Cela dit, il est tout aussi clair qu'au cours de la même période, de nombreux conflits qui étaient auparavant jugés comme des affaires purement domestiques et ne justifiant pas une ingérence, sont désormais largement reconnus comme des préoccupations internationales. La limite entre les affaires nationales et internationales s'estompe partout, en raison notamment de l'accès considérablement facilité à l'information, à l'ère de l'internet.

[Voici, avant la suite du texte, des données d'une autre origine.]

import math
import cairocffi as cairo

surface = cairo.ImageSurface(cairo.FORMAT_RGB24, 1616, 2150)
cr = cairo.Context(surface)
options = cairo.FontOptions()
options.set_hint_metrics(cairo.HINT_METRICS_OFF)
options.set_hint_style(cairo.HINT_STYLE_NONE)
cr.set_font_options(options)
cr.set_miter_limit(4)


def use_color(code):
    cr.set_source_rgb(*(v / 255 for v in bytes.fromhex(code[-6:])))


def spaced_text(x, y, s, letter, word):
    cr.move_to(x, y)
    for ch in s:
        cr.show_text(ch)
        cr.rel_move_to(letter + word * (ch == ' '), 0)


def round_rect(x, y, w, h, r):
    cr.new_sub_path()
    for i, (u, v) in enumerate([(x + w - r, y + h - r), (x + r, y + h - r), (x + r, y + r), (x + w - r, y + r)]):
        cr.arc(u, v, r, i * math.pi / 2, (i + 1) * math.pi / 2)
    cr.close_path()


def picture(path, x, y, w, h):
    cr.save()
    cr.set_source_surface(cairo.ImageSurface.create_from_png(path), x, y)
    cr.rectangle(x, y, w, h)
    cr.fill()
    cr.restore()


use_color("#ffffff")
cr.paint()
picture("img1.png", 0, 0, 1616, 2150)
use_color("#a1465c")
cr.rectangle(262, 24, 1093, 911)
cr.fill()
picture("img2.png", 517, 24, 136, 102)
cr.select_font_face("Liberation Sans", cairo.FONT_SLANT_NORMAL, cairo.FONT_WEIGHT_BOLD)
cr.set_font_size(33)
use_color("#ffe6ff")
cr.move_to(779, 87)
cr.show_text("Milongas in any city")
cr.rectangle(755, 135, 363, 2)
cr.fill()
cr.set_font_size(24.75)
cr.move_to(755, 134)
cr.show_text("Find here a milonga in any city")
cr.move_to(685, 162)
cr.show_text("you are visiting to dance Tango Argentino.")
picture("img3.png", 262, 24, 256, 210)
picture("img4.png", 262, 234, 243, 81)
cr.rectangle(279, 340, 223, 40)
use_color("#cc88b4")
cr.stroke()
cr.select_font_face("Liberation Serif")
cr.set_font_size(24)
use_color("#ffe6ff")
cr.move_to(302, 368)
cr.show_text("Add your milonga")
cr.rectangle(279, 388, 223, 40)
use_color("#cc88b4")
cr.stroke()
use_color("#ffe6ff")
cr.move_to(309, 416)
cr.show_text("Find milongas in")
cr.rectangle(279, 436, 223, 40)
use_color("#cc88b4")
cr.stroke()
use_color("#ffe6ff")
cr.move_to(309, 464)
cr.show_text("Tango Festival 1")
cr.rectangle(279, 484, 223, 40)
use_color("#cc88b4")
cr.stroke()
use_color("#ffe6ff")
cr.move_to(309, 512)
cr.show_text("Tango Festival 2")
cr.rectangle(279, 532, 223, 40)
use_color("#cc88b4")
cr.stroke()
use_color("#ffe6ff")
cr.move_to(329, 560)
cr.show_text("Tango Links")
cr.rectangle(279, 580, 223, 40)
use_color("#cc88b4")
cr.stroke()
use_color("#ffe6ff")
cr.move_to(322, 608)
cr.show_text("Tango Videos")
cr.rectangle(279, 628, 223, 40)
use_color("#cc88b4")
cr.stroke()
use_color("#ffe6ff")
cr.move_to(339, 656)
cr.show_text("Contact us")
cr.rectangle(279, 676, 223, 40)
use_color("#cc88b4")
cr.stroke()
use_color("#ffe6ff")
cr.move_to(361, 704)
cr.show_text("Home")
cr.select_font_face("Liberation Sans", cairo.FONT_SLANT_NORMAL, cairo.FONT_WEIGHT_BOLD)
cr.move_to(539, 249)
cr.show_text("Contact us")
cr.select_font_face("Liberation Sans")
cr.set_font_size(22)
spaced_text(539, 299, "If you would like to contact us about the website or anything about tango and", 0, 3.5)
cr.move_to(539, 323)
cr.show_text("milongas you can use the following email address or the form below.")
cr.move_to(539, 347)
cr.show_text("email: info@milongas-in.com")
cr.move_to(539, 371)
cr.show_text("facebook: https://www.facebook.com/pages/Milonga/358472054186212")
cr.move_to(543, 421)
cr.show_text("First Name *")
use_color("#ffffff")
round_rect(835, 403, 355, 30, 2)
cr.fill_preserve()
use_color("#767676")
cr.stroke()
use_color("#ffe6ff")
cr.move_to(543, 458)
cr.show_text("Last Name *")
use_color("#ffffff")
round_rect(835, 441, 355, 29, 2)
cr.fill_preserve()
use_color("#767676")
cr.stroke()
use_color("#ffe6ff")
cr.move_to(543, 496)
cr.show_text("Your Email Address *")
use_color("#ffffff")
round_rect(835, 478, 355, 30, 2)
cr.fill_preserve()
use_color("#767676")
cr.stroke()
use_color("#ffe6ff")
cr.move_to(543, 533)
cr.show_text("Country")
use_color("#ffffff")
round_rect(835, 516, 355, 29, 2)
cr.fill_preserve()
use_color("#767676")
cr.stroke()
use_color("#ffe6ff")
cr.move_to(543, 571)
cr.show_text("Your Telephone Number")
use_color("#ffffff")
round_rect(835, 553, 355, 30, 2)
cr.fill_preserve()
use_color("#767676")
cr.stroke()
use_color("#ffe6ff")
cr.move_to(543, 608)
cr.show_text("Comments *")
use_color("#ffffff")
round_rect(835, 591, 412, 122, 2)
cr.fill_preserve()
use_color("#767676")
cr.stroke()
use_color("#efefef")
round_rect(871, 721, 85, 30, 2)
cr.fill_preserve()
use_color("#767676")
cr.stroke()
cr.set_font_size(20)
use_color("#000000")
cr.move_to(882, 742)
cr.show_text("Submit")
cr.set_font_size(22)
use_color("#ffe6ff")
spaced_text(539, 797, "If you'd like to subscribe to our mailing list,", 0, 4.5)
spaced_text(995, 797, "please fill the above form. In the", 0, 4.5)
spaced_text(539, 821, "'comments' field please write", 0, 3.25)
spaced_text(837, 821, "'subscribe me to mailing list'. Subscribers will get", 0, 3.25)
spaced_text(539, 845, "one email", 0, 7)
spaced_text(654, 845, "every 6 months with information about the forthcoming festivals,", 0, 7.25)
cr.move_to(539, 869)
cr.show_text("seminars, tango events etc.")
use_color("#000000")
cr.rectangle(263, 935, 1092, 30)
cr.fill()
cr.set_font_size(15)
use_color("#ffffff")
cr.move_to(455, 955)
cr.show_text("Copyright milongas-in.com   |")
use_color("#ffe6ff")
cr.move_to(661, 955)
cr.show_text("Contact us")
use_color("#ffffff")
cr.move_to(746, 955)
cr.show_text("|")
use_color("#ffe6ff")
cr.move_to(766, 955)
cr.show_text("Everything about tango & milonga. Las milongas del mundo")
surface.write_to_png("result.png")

Dans le cas du Xinjiang, les gouvernements occidentaux sont montés au créneau, Etats-Unis en tête. L'administration américaine a pris des mesures contre la Chine sur cette question avec le Uyghur Human Rights Policy Act introduit en 2019, visant à dénoncer les atteintes aux droits de l'Homme envers les Ouïghours, et à rejeter les demandes de visas de certains fonctionnaires et entreprises chinoises. En outre, l'ancien secrétaire d'État américain, Mike Pompeo, a qualifié les actions chinoises de génocide et de campagne brutale et systématique visant à effacer la religion et la culture au Xinjiang, comme le rapporte The Guardian.


Pendant ce temps, les actions des autorités indiennes contre les musulmans du Cachemire ne sont pas reconnues par les États-Unis comme des violations des droits de l'Homme. Il est donc évident que la réaction des États-Unis à l'égard des actions chinoises au Xinjiang est principalement due à l'importance stratégique de cette région quant à l’expansion de la Chine vers l'Ouest, qui représente une menace pour l'hégémonie mondiale des États-Unis. Ainsi, les réactions américaines relatives à la protection des droits de l'Homme semblent intéressées et se greffent essentiellement sur la rivalité qui oppose les deux premières puissances mondiales.